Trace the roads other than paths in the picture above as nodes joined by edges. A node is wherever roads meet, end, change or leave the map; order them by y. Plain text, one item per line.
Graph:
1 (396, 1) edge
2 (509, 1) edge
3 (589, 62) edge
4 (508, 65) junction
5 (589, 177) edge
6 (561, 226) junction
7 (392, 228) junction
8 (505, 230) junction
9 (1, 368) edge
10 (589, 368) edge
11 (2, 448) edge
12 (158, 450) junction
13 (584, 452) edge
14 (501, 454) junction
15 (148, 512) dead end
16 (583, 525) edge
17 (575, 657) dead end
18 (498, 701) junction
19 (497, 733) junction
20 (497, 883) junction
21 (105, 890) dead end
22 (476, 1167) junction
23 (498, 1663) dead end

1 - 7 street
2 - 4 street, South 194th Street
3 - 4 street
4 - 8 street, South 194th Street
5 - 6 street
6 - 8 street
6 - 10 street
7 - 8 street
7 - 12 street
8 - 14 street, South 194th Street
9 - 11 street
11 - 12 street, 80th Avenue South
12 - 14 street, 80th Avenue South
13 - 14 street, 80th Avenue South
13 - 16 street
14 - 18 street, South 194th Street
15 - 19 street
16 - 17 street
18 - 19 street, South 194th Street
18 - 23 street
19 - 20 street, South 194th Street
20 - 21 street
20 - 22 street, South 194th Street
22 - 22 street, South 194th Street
+ + +
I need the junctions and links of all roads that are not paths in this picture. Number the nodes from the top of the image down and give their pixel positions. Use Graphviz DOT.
+ + +
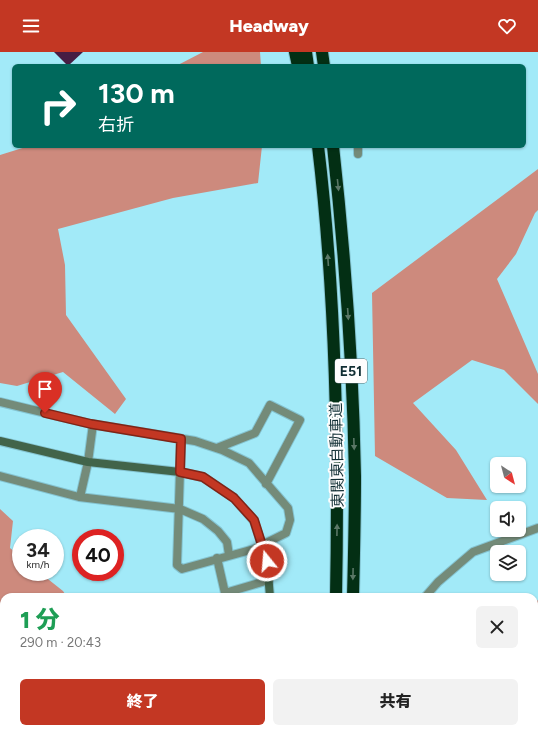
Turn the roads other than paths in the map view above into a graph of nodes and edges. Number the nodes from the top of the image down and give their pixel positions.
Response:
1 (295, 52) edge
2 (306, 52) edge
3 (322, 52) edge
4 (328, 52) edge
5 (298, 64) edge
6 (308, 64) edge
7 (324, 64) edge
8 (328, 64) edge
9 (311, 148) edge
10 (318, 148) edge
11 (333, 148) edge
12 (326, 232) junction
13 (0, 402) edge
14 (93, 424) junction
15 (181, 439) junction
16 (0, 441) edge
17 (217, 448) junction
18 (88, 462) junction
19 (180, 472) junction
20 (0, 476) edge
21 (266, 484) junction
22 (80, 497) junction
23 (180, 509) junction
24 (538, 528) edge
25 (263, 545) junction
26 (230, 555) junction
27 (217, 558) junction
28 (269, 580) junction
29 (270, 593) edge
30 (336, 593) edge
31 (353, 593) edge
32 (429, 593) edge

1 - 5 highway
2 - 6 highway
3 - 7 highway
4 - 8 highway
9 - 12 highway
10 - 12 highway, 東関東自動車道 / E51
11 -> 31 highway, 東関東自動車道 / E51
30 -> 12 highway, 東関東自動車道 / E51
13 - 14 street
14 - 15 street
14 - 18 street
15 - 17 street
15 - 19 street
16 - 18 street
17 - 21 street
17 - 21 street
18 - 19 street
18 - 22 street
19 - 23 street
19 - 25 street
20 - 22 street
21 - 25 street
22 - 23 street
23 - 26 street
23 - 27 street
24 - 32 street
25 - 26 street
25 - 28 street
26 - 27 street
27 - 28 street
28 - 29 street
+ + +
— Your assignment —
Find the word "pixel" in the material, then list each line that holds it.

— Exercise output —
I need the junctions and links of all roads that are not paths in this picture. Number the nodes from the top of the image down and give their pixel positions. Use Graphviz DOT.
Turn the roads other than paths in the map view above into a graph of nodes and edges. Number the nodes from the top of the image down and give their pixel positions.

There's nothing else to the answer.